Start of ENTRIES SUPPLIED

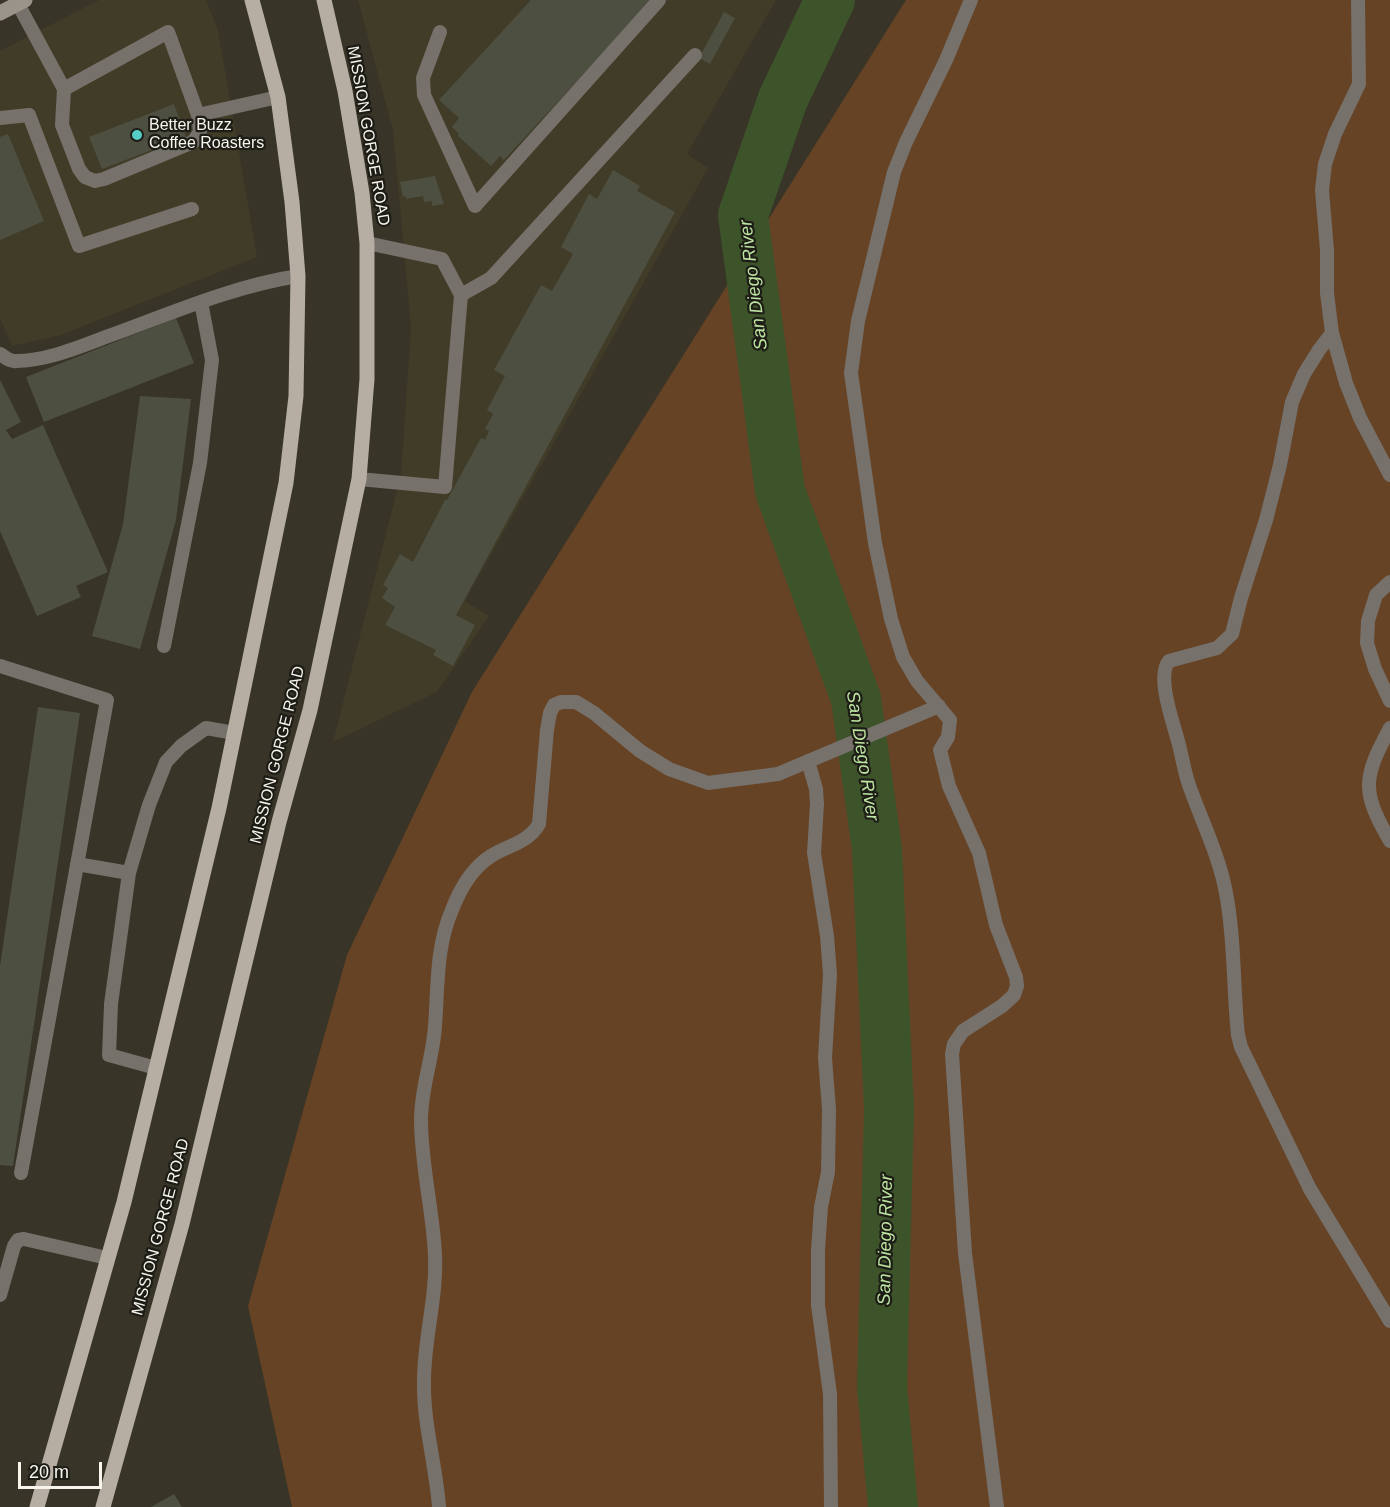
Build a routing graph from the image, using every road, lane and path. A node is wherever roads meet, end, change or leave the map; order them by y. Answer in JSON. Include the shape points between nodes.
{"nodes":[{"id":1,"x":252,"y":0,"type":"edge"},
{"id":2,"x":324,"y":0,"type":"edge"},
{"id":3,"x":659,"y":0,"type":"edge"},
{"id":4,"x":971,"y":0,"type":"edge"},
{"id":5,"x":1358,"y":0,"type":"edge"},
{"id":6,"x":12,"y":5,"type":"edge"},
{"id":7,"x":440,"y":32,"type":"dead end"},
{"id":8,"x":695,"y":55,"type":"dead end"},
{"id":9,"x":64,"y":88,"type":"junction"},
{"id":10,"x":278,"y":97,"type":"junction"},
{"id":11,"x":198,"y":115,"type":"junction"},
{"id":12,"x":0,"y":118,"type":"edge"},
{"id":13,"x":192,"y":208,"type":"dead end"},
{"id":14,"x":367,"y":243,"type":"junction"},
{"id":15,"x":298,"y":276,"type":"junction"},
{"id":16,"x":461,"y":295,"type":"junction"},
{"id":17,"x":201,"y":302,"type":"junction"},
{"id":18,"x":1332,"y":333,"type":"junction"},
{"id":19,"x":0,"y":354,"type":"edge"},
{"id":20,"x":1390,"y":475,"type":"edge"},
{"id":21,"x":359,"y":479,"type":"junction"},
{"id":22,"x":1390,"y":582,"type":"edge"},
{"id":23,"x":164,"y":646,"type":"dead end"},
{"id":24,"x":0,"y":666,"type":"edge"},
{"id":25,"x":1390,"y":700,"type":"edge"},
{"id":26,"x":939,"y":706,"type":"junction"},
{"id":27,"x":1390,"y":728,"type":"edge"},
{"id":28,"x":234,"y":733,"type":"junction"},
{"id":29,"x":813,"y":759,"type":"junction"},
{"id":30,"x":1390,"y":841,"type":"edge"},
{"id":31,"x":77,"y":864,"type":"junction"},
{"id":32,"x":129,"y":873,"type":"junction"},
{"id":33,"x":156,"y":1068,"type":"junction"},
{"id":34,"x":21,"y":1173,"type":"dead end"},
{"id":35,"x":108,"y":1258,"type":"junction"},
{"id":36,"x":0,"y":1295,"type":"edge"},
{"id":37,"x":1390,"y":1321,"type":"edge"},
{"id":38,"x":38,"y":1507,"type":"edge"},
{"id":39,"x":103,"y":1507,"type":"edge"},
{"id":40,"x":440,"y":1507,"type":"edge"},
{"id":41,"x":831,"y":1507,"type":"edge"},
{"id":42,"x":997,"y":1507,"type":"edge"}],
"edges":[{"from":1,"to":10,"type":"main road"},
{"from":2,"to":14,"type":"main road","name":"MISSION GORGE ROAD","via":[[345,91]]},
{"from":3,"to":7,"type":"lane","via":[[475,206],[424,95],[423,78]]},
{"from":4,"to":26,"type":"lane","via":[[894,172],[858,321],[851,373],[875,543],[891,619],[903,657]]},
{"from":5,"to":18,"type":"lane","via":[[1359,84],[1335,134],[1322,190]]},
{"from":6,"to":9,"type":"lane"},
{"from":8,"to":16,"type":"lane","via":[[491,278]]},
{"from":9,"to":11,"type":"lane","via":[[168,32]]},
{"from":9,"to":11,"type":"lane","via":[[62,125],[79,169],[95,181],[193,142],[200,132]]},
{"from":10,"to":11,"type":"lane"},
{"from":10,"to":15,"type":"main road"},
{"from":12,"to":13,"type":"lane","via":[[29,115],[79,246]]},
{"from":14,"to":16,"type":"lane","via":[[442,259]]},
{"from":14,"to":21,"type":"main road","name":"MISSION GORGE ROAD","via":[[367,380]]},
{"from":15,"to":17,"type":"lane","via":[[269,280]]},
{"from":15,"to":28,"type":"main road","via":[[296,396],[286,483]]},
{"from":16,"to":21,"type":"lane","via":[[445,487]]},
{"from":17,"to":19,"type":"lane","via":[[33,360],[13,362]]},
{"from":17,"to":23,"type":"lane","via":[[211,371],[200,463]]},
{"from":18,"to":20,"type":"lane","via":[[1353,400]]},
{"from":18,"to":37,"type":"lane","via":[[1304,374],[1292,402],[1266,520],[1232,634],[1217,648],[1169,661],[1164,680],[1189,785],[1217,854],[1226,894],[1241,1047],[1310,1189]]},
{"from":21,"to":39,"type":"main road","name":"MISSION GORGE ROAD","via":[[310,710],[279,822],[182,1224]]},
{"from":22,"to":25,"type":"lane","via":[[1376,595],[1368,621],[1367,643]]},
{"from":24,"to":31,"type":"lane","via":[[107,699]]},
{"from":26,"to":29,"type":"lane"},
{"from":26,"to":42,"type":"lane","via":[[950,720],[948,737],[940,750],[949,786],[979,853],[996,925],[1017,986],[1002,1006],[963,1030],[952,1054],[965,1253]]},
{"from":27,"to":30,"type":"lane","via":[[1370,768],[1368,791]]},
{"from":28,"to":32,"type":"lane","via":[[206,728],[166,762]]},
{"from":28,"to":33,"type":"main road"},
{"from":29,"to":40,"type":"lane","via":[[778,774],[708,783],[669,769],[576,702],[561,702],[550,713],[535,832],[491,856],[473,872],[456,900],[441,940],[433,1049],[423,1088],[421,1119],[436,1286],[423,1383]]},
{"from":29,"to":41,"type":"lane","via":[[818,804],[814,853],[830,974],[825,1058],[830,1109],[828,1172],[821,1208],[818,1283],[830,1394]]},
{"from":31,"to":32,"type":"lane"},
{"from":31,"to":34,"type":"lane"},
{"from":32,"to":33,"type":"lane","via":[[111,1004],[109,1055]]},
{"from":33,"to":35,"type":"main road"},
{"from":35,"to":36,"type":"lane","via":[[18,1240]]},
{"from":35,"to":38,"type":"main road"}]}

End of ENTRIES SUPPLIED
Start of ENTRIES SUPPLIED

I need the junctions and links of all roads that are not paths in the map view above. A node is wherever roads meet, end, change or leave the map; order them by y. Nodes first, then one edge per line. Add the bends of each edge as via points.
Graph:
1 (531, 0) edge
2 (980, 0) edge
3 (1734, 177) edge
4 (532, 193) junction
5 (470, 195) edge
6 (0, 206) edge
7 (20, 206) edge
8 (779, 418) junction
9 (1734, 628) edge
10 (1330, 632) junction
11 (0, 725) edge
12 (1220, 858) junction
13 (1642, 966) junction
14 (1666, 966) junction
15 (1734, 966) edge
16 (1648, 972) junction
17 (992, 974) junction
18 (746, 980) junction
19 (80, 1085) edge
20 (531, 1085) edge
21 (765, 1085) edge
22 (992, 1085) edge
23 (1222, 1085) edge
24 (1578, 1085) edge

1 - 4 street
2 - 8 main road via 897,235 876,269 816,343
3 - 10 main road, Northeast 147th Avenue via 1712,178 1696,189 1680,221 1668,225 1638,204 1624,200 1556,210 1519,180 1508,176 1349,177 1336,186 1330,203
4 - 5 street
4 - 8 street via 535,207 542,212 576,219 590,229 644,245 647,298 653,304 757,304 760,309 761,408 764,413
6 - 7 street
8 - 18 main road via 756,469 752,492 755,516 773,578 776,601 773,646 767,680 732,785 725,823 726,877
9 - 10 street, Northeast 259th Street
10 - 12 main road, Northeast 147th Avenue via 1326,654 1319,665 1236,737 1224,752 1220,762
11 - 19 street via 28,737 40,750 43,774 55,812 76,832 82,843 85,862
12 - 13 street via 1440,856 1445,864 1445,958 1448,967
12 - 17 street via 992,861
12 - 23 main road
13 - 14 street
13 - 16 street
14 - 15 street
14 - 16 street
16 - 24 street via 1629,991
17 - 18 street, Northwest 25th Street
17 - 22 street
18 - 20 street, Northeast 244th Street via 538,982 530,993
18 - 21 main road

End of ENTRIES SUPPLIED

** DESCRIPTION OF THE TASK **
Whenever the word "Avenue" appears in a line above, copy that line.

** RESPONSE TO THIS EXERCISE **
3 - 10 main road, Northeast 147th Avenue via 1712,178 1696,189 1680,221 1668,225 1638,204 1624,200 1556,210 1519,180 1508,176 1349,177 1336,186 1330,203
10 - 12 main road, Northeast 147th Avenue via 1326,654 1319,665 1236,737 1224,752 1220,762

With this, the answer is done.